• [Information supplied]:
--- --- ---

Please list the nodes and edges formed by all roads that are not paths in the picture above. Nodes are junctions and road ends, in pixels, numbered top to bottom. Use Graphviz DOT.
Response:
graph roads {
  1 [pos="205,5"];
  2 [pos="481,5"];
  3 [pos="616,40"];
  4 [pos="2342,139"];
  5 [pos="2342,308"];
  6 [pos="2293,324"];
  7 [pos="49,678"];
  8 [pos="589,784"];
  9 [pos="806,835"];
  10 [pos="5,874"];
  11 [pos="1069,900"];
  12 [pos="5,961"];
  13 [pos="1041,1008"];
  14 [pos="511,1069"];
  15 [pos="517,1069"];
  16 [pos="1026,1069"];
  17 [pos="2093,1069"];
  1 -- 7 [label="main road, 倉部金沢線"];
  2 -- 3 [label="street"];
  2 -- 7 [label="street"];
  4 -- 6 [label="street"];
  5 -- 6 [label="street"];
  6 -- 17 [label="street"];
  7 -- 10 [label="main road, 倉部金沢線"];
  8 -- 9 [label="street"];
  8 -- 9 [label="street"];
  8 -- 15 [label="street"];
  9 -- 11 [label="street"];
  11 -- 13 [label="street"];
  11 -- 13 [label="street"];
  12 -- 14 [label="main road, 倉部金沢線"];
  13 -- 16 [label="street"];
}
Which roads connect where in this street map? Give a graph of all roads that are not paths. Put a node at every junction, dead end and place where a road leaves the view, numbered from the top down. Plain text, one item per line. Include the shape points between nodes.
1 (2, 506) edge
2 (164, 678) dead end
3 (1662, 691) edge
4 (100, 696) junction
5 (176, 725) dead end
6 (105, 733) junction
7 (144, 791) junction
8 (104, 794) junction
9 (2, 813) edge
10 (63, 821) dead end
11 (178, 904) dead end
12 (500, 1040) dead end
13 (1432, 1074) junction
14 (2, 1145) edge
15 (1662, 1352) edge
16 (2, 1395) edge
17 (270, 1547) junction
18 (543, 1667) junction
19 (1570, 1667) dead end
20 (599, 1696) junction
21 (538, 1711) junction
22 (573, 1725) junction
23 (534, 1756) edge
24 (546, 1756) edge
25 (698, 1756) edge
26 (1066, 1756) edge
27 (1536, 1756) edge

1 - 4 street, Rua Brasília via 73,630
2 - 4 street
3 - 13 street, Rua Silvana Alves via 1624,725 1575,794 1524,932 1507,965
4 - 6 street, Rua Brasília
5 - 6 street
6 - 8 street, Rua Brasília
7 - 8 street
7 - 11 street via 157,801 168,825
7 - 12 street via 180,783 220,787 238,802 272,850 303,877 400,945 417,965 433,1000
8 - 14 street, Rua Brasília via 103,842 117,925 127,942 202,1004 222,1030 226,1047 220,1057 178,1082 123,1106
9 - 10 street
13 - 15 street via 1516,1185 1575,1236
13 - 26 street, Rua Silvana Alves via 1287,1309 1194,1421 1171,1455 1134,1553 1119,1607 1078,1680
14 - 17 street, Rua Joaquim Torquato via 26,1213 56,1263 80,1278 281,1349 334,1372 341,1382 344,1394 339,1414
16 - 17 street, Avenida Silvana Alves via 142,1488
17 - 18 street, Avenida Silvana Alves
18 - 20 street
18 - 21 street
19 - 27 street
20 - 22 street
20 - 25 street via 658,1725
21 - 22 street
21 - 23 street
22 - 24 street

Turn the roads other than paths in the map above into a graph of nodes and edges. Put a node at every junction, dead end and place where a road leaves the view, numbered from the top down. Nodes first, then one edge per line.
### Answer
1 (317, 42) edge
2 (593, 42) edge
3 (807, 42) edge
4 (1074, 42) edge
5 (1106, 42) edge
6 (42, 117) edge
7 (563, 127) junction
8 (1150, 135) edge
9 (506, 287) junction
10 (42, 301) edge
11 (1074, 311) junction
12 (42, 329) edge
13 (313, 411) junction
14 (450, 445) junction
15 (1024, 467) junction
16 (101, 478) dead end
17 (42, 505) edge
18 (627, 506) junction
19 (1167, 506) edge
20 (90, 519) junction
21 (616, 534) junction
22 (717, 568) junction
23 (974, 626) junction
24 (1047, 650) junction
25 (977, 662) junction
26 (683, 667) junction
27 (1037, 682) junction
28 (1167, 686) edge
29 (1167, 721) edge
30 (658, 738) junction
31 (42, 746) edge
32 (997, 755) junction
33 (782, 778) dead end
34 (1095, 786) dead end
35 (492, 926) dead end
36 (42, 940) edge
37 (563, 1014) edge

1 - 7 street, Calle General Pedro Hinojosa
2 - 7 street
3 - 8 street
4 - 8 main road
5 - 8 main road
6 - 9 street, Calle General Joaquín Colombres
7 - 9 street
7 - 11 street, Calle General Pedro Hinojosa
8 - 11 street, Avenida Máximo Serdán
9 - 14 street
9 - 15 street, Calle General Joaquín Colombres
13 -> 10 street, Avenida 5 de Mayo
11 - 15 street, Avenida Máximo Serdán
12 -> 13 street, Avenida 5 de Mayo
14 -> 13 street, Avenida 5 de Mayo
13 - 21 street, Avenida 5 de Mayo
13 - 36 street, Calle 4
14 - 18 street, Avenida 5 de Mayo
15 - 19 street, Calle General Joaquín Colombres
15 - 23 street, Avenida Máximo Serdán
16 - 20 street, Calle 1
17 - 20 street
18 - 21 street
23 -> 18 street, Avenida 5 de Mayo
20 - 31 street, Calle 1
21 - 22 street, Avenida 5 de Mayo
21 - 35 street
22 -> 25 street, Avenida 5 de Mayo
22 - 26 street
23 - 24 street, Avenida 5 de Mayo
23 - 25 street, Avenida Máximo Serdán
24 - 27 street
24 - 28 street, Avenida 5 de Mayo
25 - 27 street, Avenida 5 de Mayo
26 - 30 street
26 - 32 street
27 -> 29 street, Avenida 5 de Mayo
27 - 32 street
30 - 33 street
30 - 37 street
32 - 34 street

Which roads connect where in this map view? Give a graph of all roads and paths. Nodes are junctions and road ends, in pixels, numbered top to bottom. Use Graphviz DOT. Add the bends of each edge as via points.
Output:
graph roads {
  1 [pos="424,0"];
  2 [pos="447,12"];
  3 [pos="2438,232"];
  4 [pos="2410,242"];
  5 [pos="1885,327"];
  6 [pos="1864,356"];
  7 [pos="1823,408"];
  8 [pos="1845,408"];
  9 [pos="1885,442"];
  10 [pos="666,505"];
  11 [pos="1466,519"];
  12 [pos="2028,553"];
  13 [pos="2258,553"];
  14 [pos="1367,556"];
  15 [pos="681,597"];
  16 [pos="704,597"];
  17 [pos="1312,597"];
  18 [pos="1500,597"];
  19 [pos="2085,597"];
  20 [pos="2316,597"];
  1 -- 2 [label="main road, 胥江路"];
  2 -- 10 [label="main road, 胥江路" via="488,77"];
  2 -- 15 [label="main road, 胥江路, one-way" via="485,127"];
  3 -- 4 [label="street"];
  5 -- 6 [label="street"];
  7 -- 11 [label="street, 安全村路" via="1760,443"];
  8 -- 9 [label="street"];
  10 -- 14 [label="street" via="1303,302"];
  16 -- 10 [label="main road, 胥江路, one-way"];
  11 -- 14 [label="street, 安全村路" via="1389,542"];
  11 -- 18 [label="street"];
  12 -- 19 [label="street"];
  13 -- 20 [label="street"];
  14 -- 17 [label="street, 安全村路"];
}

--- --- ---

• [Exercise directions]: Reproduce the material while keeping each line exactly as it was written.

• [Result of the exercise]:
Please list the nodes and edges formed by all roads that are not paths in the picture above. Nodes are junctions and road ends, in pixels, numbered top to bottom. Use Graphviz DOT.
Response:
graph roads {
  1 [pos="205,5"];
  2 [pos="481,5"];
  3 [pos="616,40"];
  4 [pos="2342,139"];
  5 [pos="2342,308"];
  6 [pos="2293,324"];
  7 [pos="49,678"];
  8 [pos="589,784"];
  9 [pos="806,835"];
  10 [pos="5,874"];
  11 [pos="1069,900"];
  12 [pos="5,961"];
  13 [pos="1041,1008"];
  14 [pos="511,1069"];
  15 [pos="517,1069"];
  16 [pos="1026,1069"];
  17 [pos="2093,1069"];
  1 -- 7 [label="main road, 倉部金沢線"];
  2 -- 3 [label="street"];
  2 -- 7 [label="street"];
  4 -- 6 [label="street"];
  5 -- 6 [label="street"];
  6 -- 17 [label="street"];
  7 -- 10 [label="main road, 倉部金沢線"];
  8 -- 9 [label="street"];
  8 -- 9 [label="street"];
  8 -- 15 [label="street"];
  9 -- 11 [label="street"];
  11 -- 13 [label="street"];
  11 -- 13 [label="street"];
  12 -- 14 [label="main road, 倉部金沢線"];
  13 -- 16 [label="street"];
}
Which roads connect where in this street map? Give a graph of all roads that are not paths. Put a node at every junction, dead end and place where a road leaves the view, numbered from the top down. Plain text, one item per line. Include the shape points between nodes.
1 (2, 506) edge
2 (164, 678) dead end
3 (1662, 691) edge
4 (100, 696) junction
5 (176, 725) dead end
6 (105, 733) junction
7 (144, 791) junction
8 (104, 794) junction
9 (2, 813) edge
10 (63, 821) dead end
11 (178, 904) dead end
12 (500, 1040) dead end
13 (1432, 1074) junction
14 (2, 1145) edge
15 (1662, 1352) edge
16 (2, 1395) edge
17 (270, 1547) junction
18 (543, 1667) junction
19 (1570, 1667) dead end
20 (599, 1696) junction
21 (538, 1711) junction
22 (573, 1725) junction
23 (534, 1756) edge
24 (546, 1756) edge
25 (698, 1756) edge
26 (1066, 1756) edge
27 (1536, 1756) edge

1 - 4 street, Rua Brasília via 73,630
2 - 4 street
3 - 13 street, Rua Silvana Alves via 1624,725 1575,794 1524,932 1507,965
4 - 6 street, Rua Brasília
5 - 6 street
6 - 8 street, Rua Brasília
7 - 8 street
7 - 11 street via 157,801 168,825
7 - 12 street via 180,783 220,787 238,802 272,850 303,877 400,945 417,965 433,1000
8 - 14 street, Rua Brasília via 103,842 117,925 127,942 202,1004 222,1030 226,1047 220,1057 178,1082 123,1106
9 - 10 street
13 - 15 street via 1516,1185 1575,1236
13 - 26 street, Rua Silvana Alves via 1287,1309 1194,1421 1171,1455 1134,1553 1119,1607 1078,1680
14 - 17 street, Rua Joaquim Torquato via 26,1213 56,1263 80,1278 281,1349 334,1372 341,1382 344,1394 339,1414
16 - 17 street, Avenida Silvana Alves via 142,1488
17 - 18 street, Avenida Silvana Alves
18 - 20 street
18 - 21 street
19 - 27 street
20 - 22 street
20 - 25 street via 658,1725
21 - 22 street
21 - 23 street
22 - 24 street

Turn the roads other than paths in the map above into a graph of nodes and edges. Put a node at every junction, dead end and place where a road leaves the view, numbered from the top down. Nodes first, then one edge per line.
### Answer
1 (317, 42) edge
2 (593, 42) edge
3 (807, 42) edge
4 (1074, 42) edge
5 (1106, 42) edge
6 (42, 117) edge
7 (563, 127) junction
8 (1150, 135) edge
9 (506, 287) junction
10 (42, 301) edge
11 (1074, 311) junction
12 (42, 329) edge
13 (313, 411) junction
14 (450, 445) junction
15 (1024, 467) junction
16 (101, 478) dead end
17 (42, 505) edge
18 (627, 506) junction
19 (1167, 506) edge
20 (90, 519) junction
21 (616, 534) junction
22 (717, 568) junction
23 (974, 626) junction
24 (1047, 650) junction
25 (977, 662) junction
26 (683, 667) junction
27 (1037, 682) junction
28 (1167, 686) edge
29 (1167, 721) edge
30 (658, 738) junction
31 (42, 746) edge
32 (997, 755) junction
33 (782, 778) dead end
34 (1095, 786) dead end
35 (492, 926) dead end
36 (42, 940) edge
37 (563, 1014) edge

1 - 7 street, Calle General Pedro Hinojosa
2 - 7 street
3 - 8 street
4 - 8 main road
5 - 8 main road
6 - 9 street, Calle General Joaquín Colombres
7 - 9 street
7 - 11 street, Calle General Pedro Hinojosa
8 - 11 street, Avenida Máximo Serdán
9 - 14 street
9 - 15 street, Calle General Joaquín Colombres
13 -> 10 street, Avenida 5 de Mayo
11 - 15 street, Avenida Máximo Serdán
12 -> 13 street, Avenida 5 de Mayo
14 -> 13 street, Avenida 5 de Mayo
13 - 21 street, Avenida 5 de Mayo
13 - 36 street, Calle 4
14 - 18 street, Avenida 5 de Mayo
15 - 19 street, Calle General Joaquín Colombres
15 - 23 street, Avenida Máximo Serdán
16 - 20 street, Calle 1
17 - 20 street
18 - 21 street
23 -> 18 street, Avenida 5 de Mayo
20 - 31 street, Calle 1
21 - 22 street, Avenida 5 de Mayo
21 - 35 street
22 -> 25 street, Avenida 5 de Mayo
22 - 26 street
23 - 24 street, Avenida 5 de Mayo
23 - 25 street, Avenida Máximo Serdán
24 - 27 street
24 - 28 street, Avenida 5 de Mayo
25 - 27 street, Avenida 5 de Mayo
26 - 30 street
26 - 32 street
27 -> 29 street, Avenida 5 de Mayo
27 - 32 street
30 - 33 street
30 - 37 street
32 - 34 street

Which roads connect where in this map view? Give a graph of all roads and paths. Nodes are junctions and road ends, in pixels, numbered top to bottom. Use Graphviz DOT. Add the bends of each edge as via points.
Output:
graph roads {
  1 [pos="424,0"];
  2 [pos="447,12"];
  3 [pos="2438,232"];
  4 [pos="2410,242"];
  5 [pos="1885,327"];
  6 [pos="1864,356"];
  7 [pos="1823,408"];
  8 [pos="1845,408"];
  9 [pos="1885,442"];
  10 [pos="666,505"];
  11 [pos="1466,519"];
  12 [pos="2028,553"];
  13 [pos="2258,553"];
  14 [pos="1367,556"];
  15 [pos="681,597"];
  16 [pos="704,597"];
  17 [pos="1312,597"];
  18 [pos="1500,597"];
  19 [pos="2085,597"];
  20 [pos="2316,597"];
  1 -- 2 [label="main road, 胥江路"];
  2 -- 10 [label="main road, 胥江路" via="488,77"];
  2 -- 15 [label="main road, 胥江路, one-way" via="485,127"];
  3 -- 4 [label="street"];
  5 -- 6 [label="street"];
  7 -- 11 [label="street, 安全村路" via="1760,443"];
  8 -- 9 [label="street"];
  10 -- 14 [label="street" via="1303,302"];
  16 -- 10 [label="main road, 胥江路, one-way"];
  11 -- 14 [label="street, 安全村路" via="1389,542"];
  11 -- 18 [label="street"];
  12 -- 19 [label="street"];
  13 -- 20 [label="street"];
  14 -- 17 [label="street, 安全村路"];
}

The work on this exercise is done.